Connecticut Superior Court, Judicial District of Fairfield at Bridgeport
Feb 18, 1992
1992 Ct. Sup. 1304 (Conn. Super. Ct. 1992)

Opinion

No. FA90 0276205S

February 18, 1992.


MEMORANDUM OF DECISION


The parties were married on August 24, 1974, in Trumbull, Connecticut. The wife's maiden name was Jill Kaufman. The plaintiff and defendant have continuously resided in the State of Connecticut for more than one year next preceding the date of the filing of this complaint. The parties have three minor children issue of this marriage, to wit: Eric Pepe born May 29, 1977, Evan Pepe born January 3, 1980, and Christopher Pepe born December 6, 1982. No other minor children have been born to the wife since the date of the marriage. The State of Connecticut is not now or has not in the past contributed to the support of the parties or their family.

The husband and wife are both 41 years of age and in good health. The wife is a former school teacher and has a Master's Degree in counseling but has not worked since the oldest child was born in 1977. The wife has been the primary caretaker of the children and the care giver.

The husband graduated from the University of Bridgeport with a BS in business with a major in marketing and a minor in economics in 1972. He started work at an early age in is father's shop. He was a tool room attendant; he learned how to make tools; he became a materials handler; he was press setup man; he supervised the press room; he designed tools and dies; he brought into the business computer aided machines, and became involved in operations and sales which included sales, purchasing and designing. During the time that he was married, the company became more valuable, and his participation and value to the company became more substantial.

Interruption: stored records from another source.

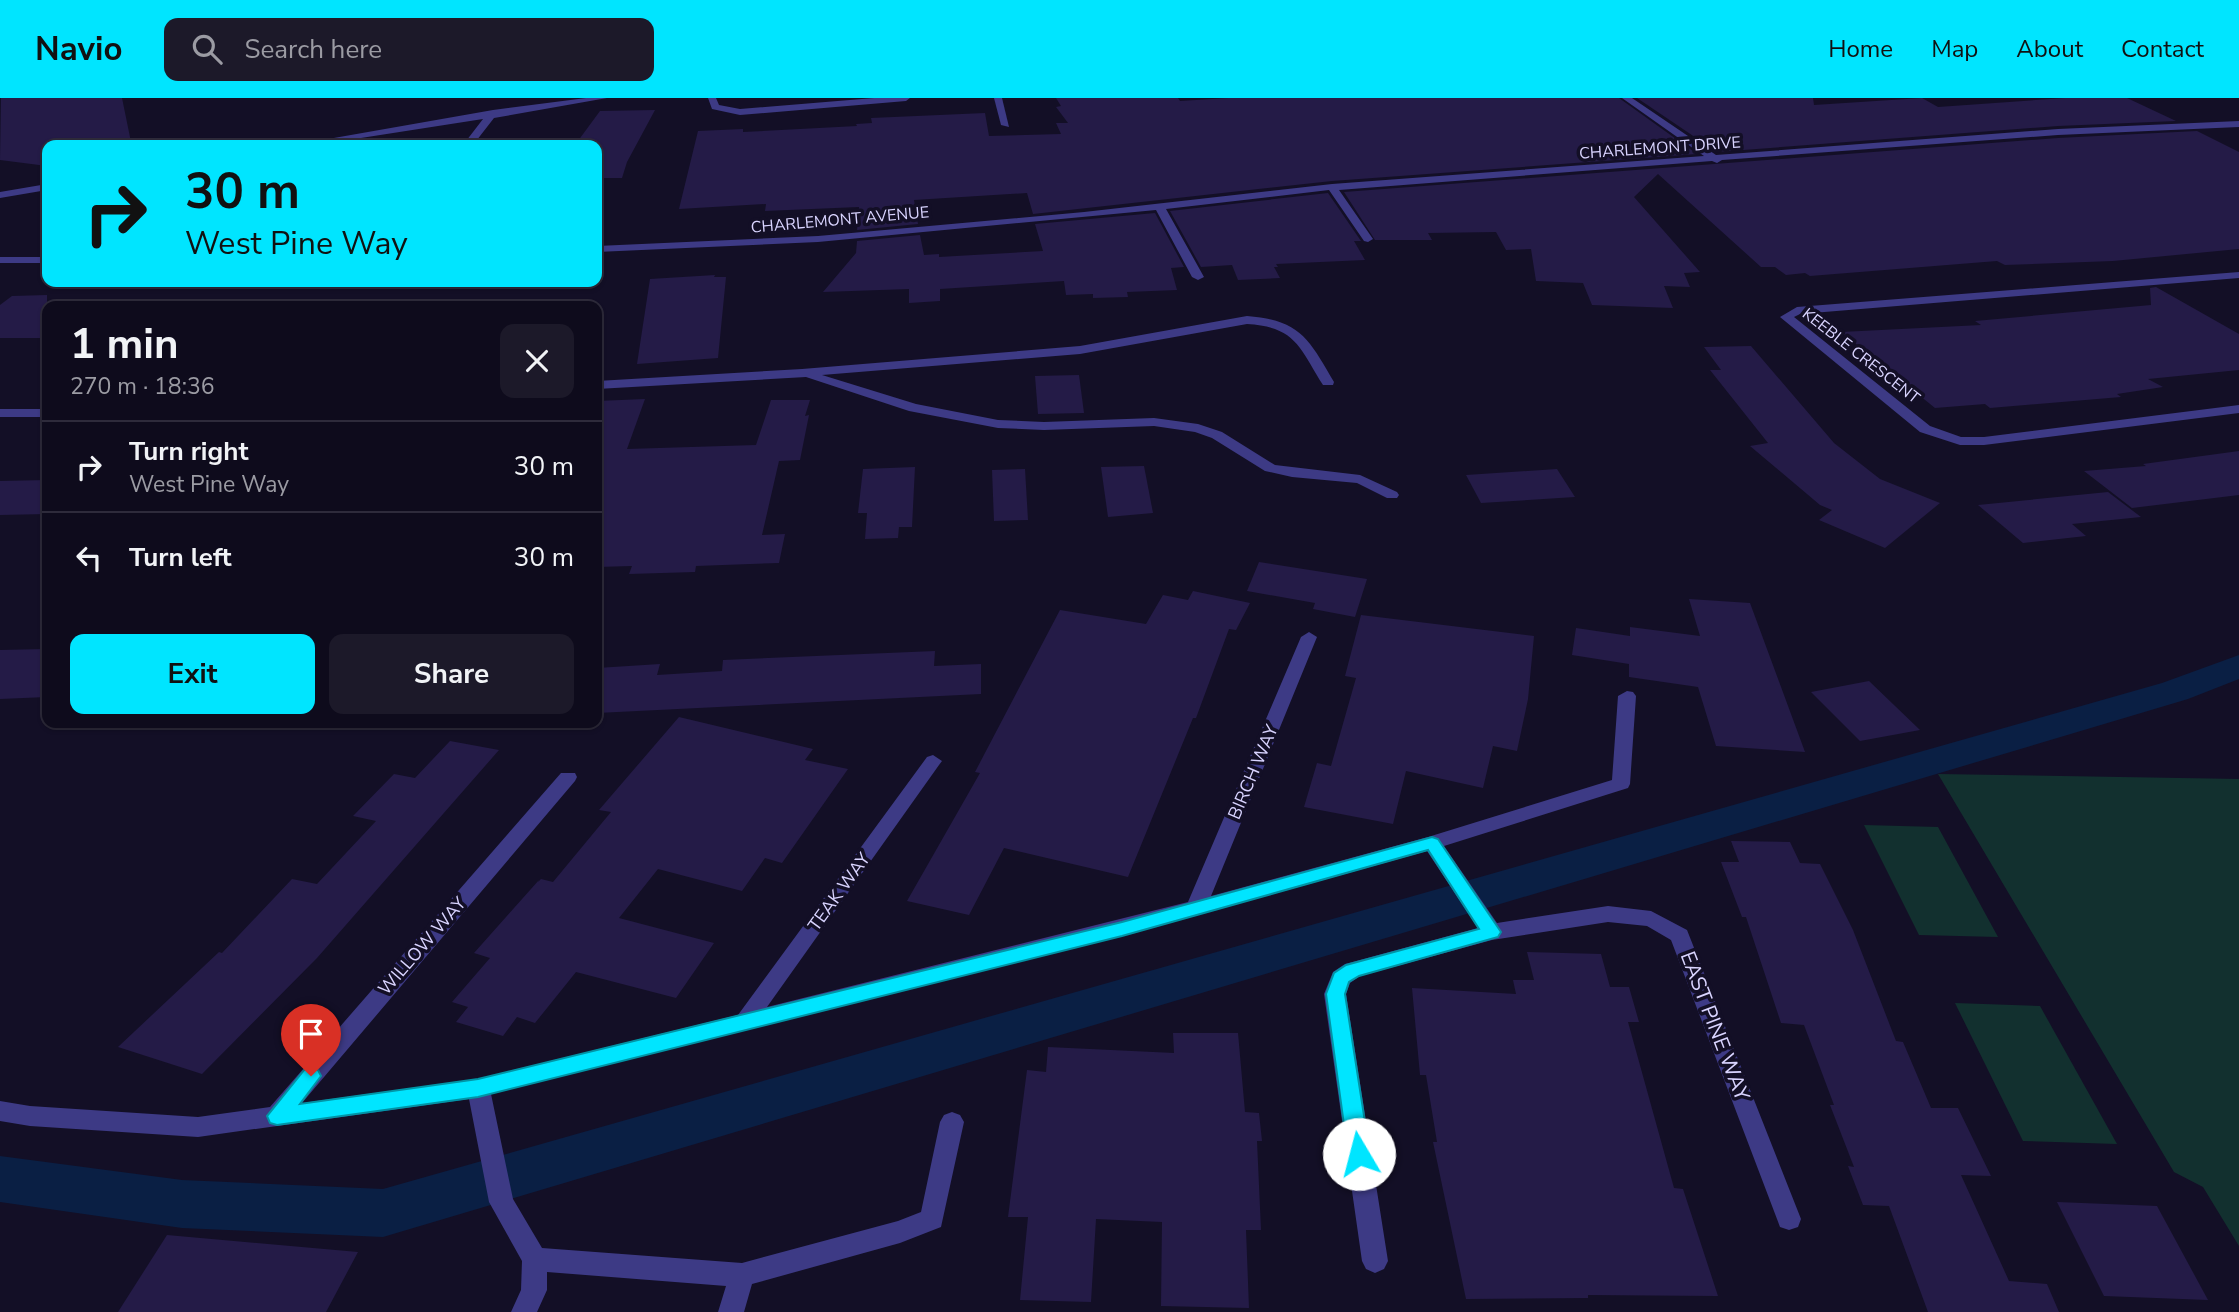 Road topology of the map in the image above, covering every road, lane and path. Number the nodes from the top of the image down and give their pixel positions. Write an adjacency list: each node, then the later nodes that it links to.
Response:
1 (603, 98): 6 (street)
2 (712, 98): 3 (street)
3 (906, 98)
4 (998, 98): 8 (street)
5 (1626, 98): 11 (street)
6 (494, 113): 9 (street); 10 (street)
7 (2239, 124): 11 (street, CHARLEMONT DRIVE)
8 (1006, 125)
9 (329, 140)
10 (472, 140)
11 (1717, 160): 12 (street, CHARLEMONT DRIVE)
12 (1332, 187): 15 (street, CHARLEMONT DRIVE); 17 (street)
13 (42, 188): 14 (street)
14 (0, 195)
15 (1159, 206): 16 (street, CHARLEMONT DRIVE); 22 (street)
16 (1084, 215): 18 (street, CHARLEMONT AVENUE)
17 (1368, 239)
18 (602, 249)
19 (0, 260): 20 (street)
20 (42, 260)
21 (2239, 275): 26 (street, KEEBLE CRESCENT)
22 (1198, 278)
23 (802, 373): 24 (street); 25 (street); 29 (street)
24 (1328, 382)
25 (602, 385)
26 (2239, 409)
27 (0, 413): 28 (street)
28 (42, 413)
29 (1392, 495)
30 (1309, 637): 35 (street, BIRCH WAY)
31 (1627, 696): 34 (street)
32 (933, 761): 37 (street, TEAK WAY)
33 (568, 777): 40 (street, WILLOW WAY)
34 (1432, 843): 35 (street); 36 (street)
35 (1196, 908): 37 (street)
36 (1492, 932): 42 (street, EAST PINE WAY); 44 (street, EAST PINE WAY)
37 (745, 1022): 38 (street)
38 (478, 1088): 40 (street); 43 (street)
39 (0, 1111): 40 (street)
40 (277, 1116)
41 (952, 1122): 45 (street)
42 (1789, 1220)
43 (535, 1259): 45 (street); 46 (street)
44 (1375, 1261)
45 (743, 1275): 47 (street)
46 (524, 1312)
47 (731, 1312)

The company he worked for was the Arcade Tool and Die Company.

In 1982 the defendant had earned income of $128,400.00. In 1985 he had earned income of $234,921.00. In 1987 he had earned income of $197,005.00. In 1988 he had earned income of $385,718.00. In 1989 he had earned income of $603,844.00. In 1990 his income was $354,724.00, all as the result of unearned income. The business was sold August 15, 1989, and substantial funds were placed in a trust fund which was established on December 28, 1988, as shown on plaintiff's exhibit 2. The schedule of assets in that trust, as of January 14, 1992, is shown on plaintiff's exhibit 14 and is $1,866,546.00.

The husband has indicated that he has no earned income and does not desire to work at this time. He described himself as having no present intention to seek a job. There are two and a half years left on the noncompete clause in the tool and die business agreement. He is thinking that that area is looking bigger, as he described it, "on the horizon" and may go back into that business which he knows.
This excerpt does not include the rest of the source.